Deuteronomy 32:7 (emphasis added)

You probably remember from your kindergarten or elementary school years the day when your teacher would have you bring your baseball glove or your bottle cap collection or your talking dolly to class with you, so you could stand up in front of the other students and give a little oral report about this special item. We called it “Show (KJV: Shew) and Tell Day.”

In Deuteronomy 32 we have the song of Moses, and it’s like he’s telling God’s people that there are some things that your parents will show you, but there are other things that your grandparents will have to tell you about.

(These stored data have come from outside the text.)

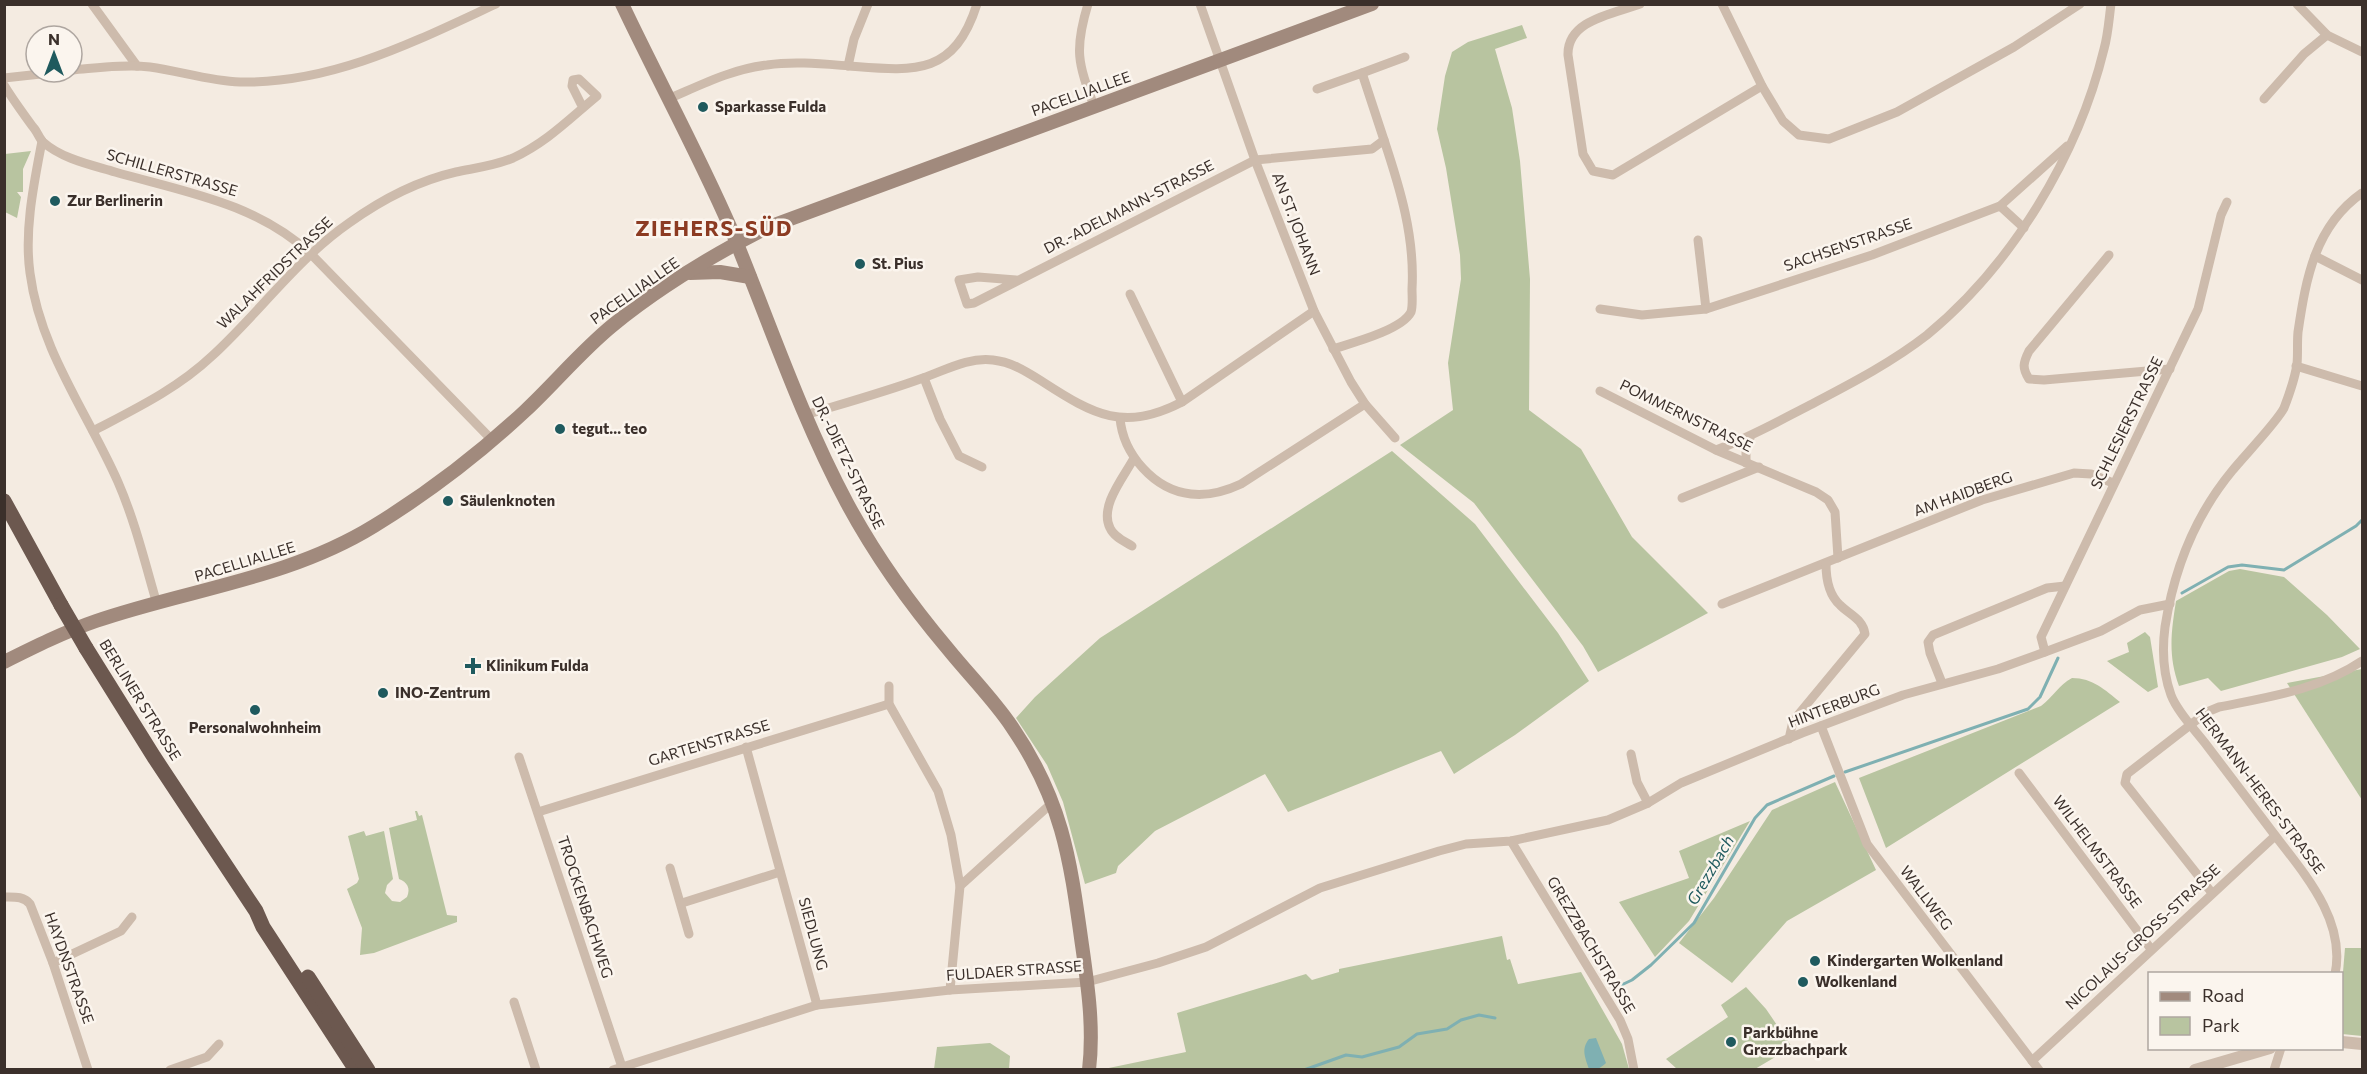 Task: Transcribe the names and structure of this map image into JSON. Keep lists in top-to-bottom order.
{
  "streets": {
    "highway": ["BERLINER STRASSE"],
    "main road": ["PACELLIALLEE", "DR.-DIETZ-STRASSE"],
    "street": [
      "SCHILLERSTRASSE",
      "DR.-ADELMANN-STRASSE",
      "AN ST. JOHANN",
      "SACHSENSTRASSE",
      "WALAHFRIDSTRASSE",
      "POMMERNSTRASSE",
      "SCHLESIERSTRASSE",
      "AM HAIDBERG",
      "HINTERBURG",
      "GARTENSTRASSE",
      "HERMANN-HERES-STRASSE",
      "WILHELMSTRASSE",
      "WALLWEG",
      "TROCKENBACHWEG",
      "SIEDLUNG",
      "NICOLAUS-GROSS-STRASSE",
      "GREZZBACHSTRASSE",
      "HAYDNSTRASSE",
      "FULDAER STRASSE"
    ]
  },
  "crossings": [
    ["PACELLIALLEE", "SCHILLERSTRASSE"],
    ["PACELLIALLEE", "AN ST. JOHANN"],
    ["PACELLIALLEE", "DR.-DIETZ-STRASSE"],
    ["SCHILLERSTRASSE", "WALAHFRIDSTRASSE"],
    ["DR.-ADELMANN-STRASSE", "AN ST. JOHANN"],
    ["POMMERNSTRASSE", "AM HAIDBERG"],
    ["SCHLESIERSTRASSE", "AM HAIDBERG"],
    ["SCHLESIERSTRASSE", "HINTERBURG"],
    ["DR.-DIETZ-STRASSE", "FULDAER STRASSE"],
    ["HINTERBURG", "HERMANN-HERES-STRASSE"],
    ["HINTERBURG", "WALLWEG"],
    ["HINTERBURG", "GREZZBACHSTRASSE"],
    ["HINTERBURG", "FULDAER STRASSE"],
    ["GARTENSTRASSE", "TROCKENBACHWEG"],
    ["GARTENSTRASSE", "SIEDLUNG"],
    ["HERMANN-HERES-STRASSE", "NICOLAUS-GROSS-STRASSE"],
    ["WILHELMSTRASSE", "NICOLAUS-GROSS-STRASSE"],
    ["WALLWEG", "NICOLAUS-GROSS-STRASSE"],
    ["TROCKENBACHWEG", "FULDAER STRASSE"],
    ["SIEDLUNG", "FULDAER STRASSE"],
    ["GREZZBACHSTRASSE", "FULDAER STRASSE"]
  ],
  "districts": ["ZIEHERS-SÜD"],
  "water": ["Grezzbach"],
  "places": {
    "other": [
      "Sparkasse Fulda",
      "Zur Berlinerin",
      "St. Pius",
      "tegut... teo",
      "Säulenknoten",
      "INO-Zentrum",
      "Personalwohnheim",
      "Kindergarten Wolkenland",
      "Wolkenland",
      "Parkbühne Grezzbachpark"
    ],
    "health": ["Klinikum Fulda"]
  },
  "legend": ["Road", "Park"],
  "north": "top"
}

Moses admonished the people after they had been lead from captivity, and he warned them not to turn away from God. Likewise, we need to remind ourselves of both the great things God has done for us in the recent past, and the things He has done in for us in the “old days.” We have a responsibility to teach our children and our grandchildren about the Lord and His ways. I’m not necessarily opposed to children’s lessons in church, nor am I against finding a good Christian book on child-rearing. But, no matter how hard I try, I’m really going to have to depend on the same Person I’ve depended on throughout my whole career as a parent so far – the Holy Spirit. If I am willing to take my Bible and diligently attempt to instruct my children from it, He has promised to help me.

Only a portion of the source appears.